Giant Eagle wouldn't operate Phar-Mor stores but would control Tamco, prescriptions at 27 stores and four store leases.
By DON SHILLING
VINDICATOR BUSINESS EDITOR
YOUNGSTOWN -- A Phar-Mor official said he was disappointed when Snyder's Drug Stores dropped out of the bidding for Phar-Mor assets, saying it was still close to being the high bid.
"We were somewhat shocked," said John Ficarro, Phar-Mor senior vice president.
For nearly 14 hours Tuesday, Snyder's was going back and forth in bidding with a group that included Hilco Merchant Resources of Chicago and Giant Eagle of Pittsburgh.
The Hilco group had the top bid at about $141 million, which was about $5 million more than they started at, but Snyder's wasn't far off, Ficarro said.
The decision by officials of the Minnesota drugstore chain was disappointing because they had raised expectations of Phar-Mor's employees, who were pressuring company executives to accept the Snyder's bid, Ficarro said.
Had labor agreement
Snyder's had reached a labor agreement with the union representing 250 hourly workers at Phar-Mor's Tamco distribution center and said it would hire more workers because it needed Tamco to be the warehouse for 300 stores it supplies.
It also said it wanted to operate 30 of Phar-Mor's 73 stores and retain some of Phar-Mor's 180-person corporate staff.
John Greer, Snyder's chief operating officer, said Wednesday that he couldn't comment on the auction or Snyder's intentions.
U.S. Bankruptcy Court Judge William Bodoh was to consider today whether to approve the sale to the Hilco group.
Ficarro said he wasn't sure if Snyder's had the ability to object to the sale because it withdrew from the auction.
Both Ficarro and Brett Miller, lawyer for the unsecured creditors, said the Hilco bid was clearly worth more than the Snyder's bid. There were other bidders but none were making serious offers, they said.
In Snyder's' bid, certain noncash items were given cash value, which increased the value of the bid, Ficarro said. One of these was Snyder's intention to keep stores operating.
Bid was favored
"We were doing everything possible to favor their bid within the parameter of the rules," he said.
Snyder's use of corporate notes in its bid, instead of paying in all cash, was given a small discount, he said.
Ficarro said he wasn't aware that the Hilco group intended to operate any Phar-Mor stores if its bid is accepted, but a Hilco official said the winning group will operate 21 stores as it tries to sell them as ongoing operations.
Sid Lambersky, vice president of business development for Hilco, declined to identify the stores.
Hilco and another bidding partner, the Ozer Group of Boston, would close the remaining 52 stores and sell the inventory to other retailers, Lambersky said.
Giant Eagle and CVS would receive the prescription files for these stores and switch them to their stores.
Rob Borella, a Giant Eagle spokesman, said the company would control the files and prescription inventory of 27 stores.
Giant Eagle would not operate any of these stores.
Borella said most of the 27 stores are in the Pittsburgh area but some are in the Youngstown area.
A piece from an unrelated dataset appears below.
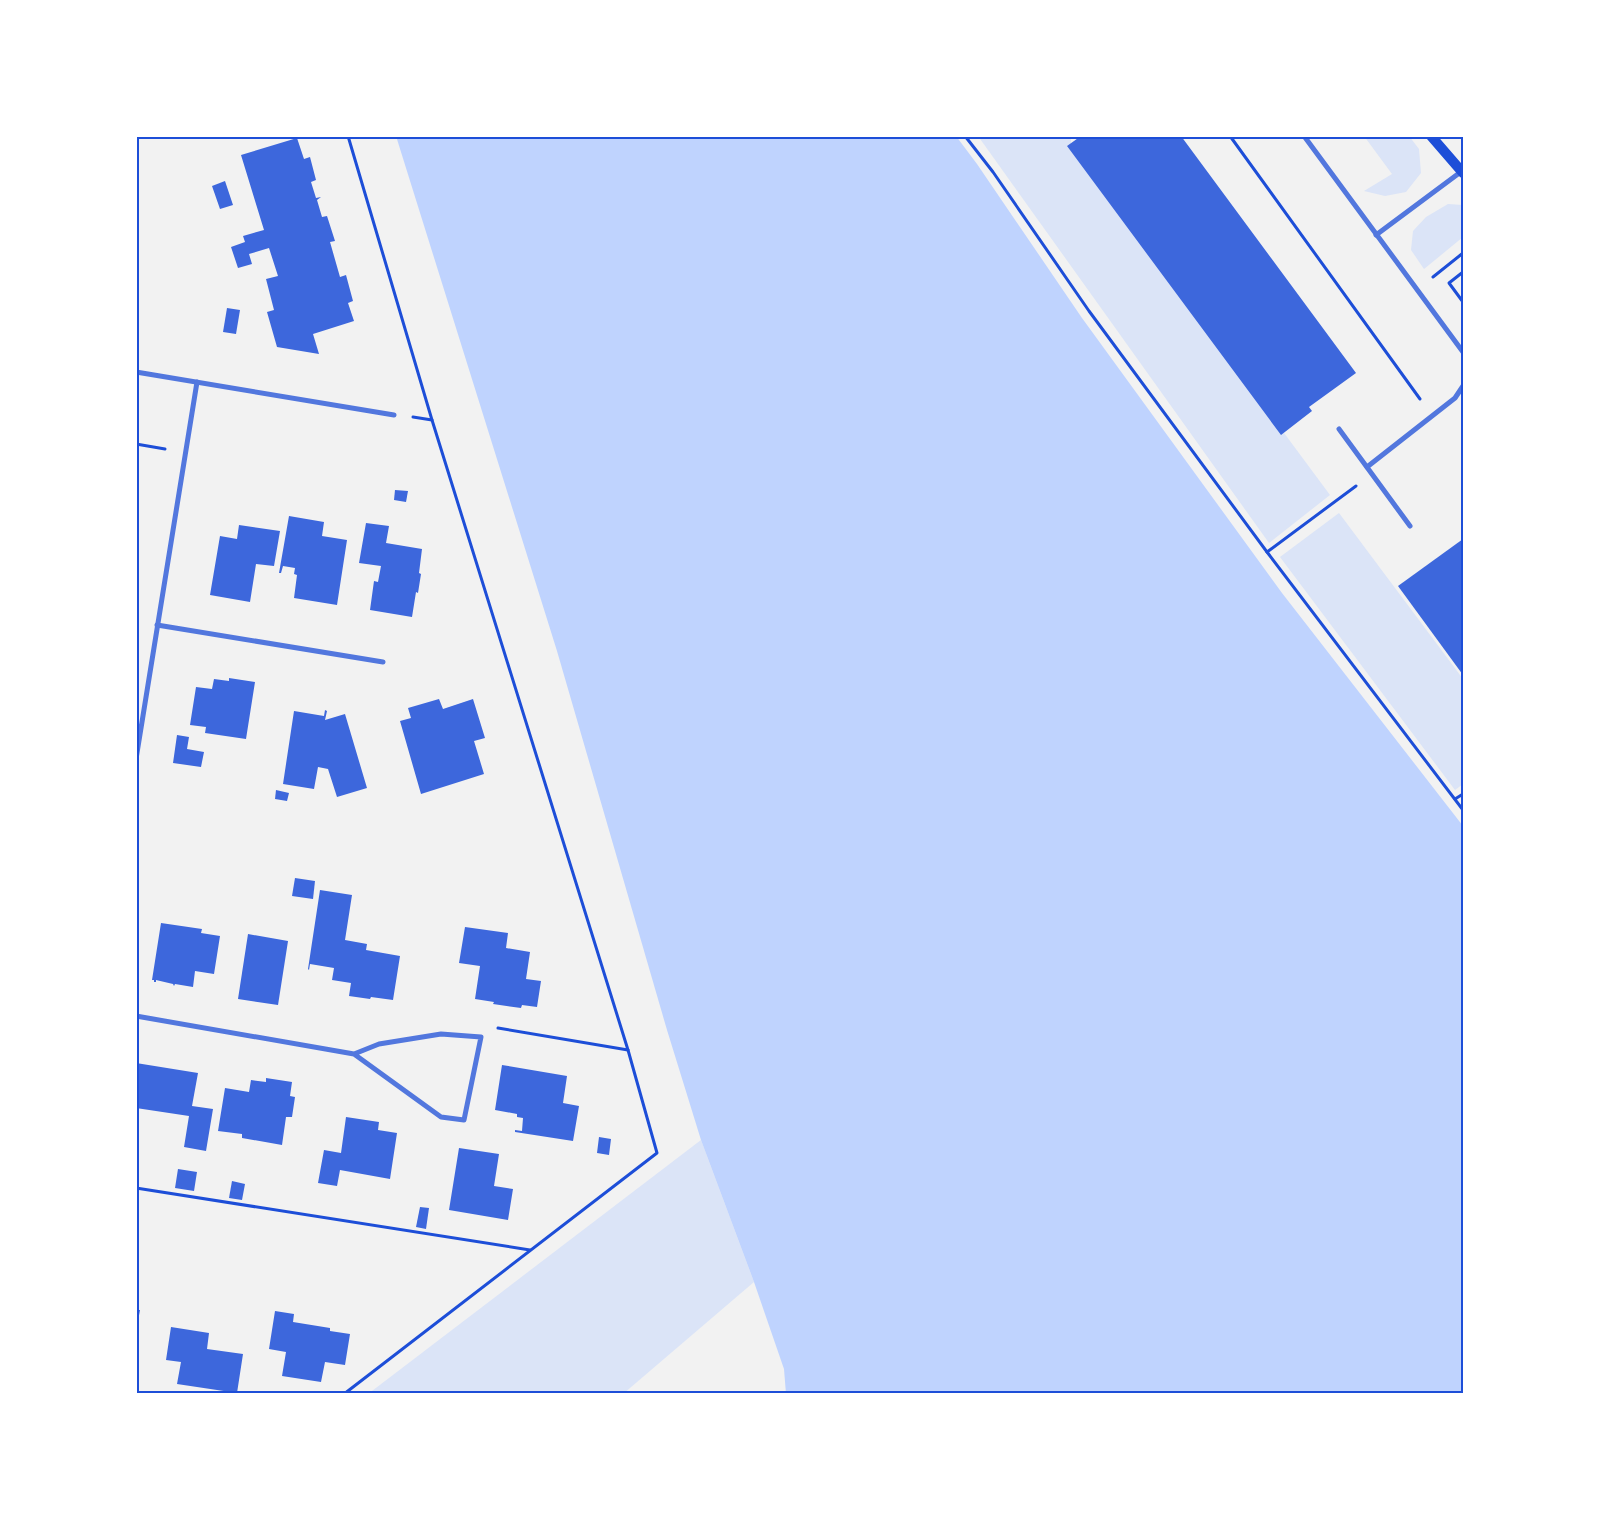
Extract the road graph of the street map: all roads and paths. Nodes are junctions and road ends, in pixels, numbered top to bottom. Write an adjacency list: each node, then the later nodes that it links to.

He declined to say if any of the Youngstown area stores are among the 21 stores that would continue to be operated by Hilco.
A CVS spokesman said it would acquire the prescription files for Phar-Mor stores that would close in eastern Pennsylvania, North Carolina and Virginia.
Also, Giant Eagle would take control of the lease for Tamco and its inventory. It is the landlord for the Austintown property.
Borella said Giant Eagle isn't sure what will happen at Tamco. Giant Eagle has five distribution centers in Ohio and Pennsylvania for groceries and one in Washington, Pa., for its health and beauty products.
During the auction, Giant Eagle offered the other bidders the opportunity to operate some stores and Tamco, but was rejected.
Ficarro said the top bid also calls for Giant Eagle to retain the leases for 10 Phar-Mor stores. Giant Eagle would keep four of those leases so it would control what store opens in those locations, he said.
With the other six, the leases would be rejected, meaning the landlord would receive control but would have to file a claim against the estate in order to be paid.
Miller said the other leases will be sold, with the money going to the estate.
Also remaining is the collection of more than $30 million that is owed to Phar-Mor in accounts receivable, he said.
Once these items are concluded, creditors will know how much money they will receive, he said.
Unsecured creditors are owed about $175 million, although that amount will change depending on what happens with the leases, he said. Some of the creditors are landlords.
A source close to the case said unsecured creditors are expected to receive between 15 cents and 20 cents for each dollar they are owed.
Secured creditors, which are those that will be paid dollar for dollar, are owed about $120 million. Those claims include about $40 million owed to Fleet Retail Finance of Boston, Phar-Mor's main lender, and money owed to employees.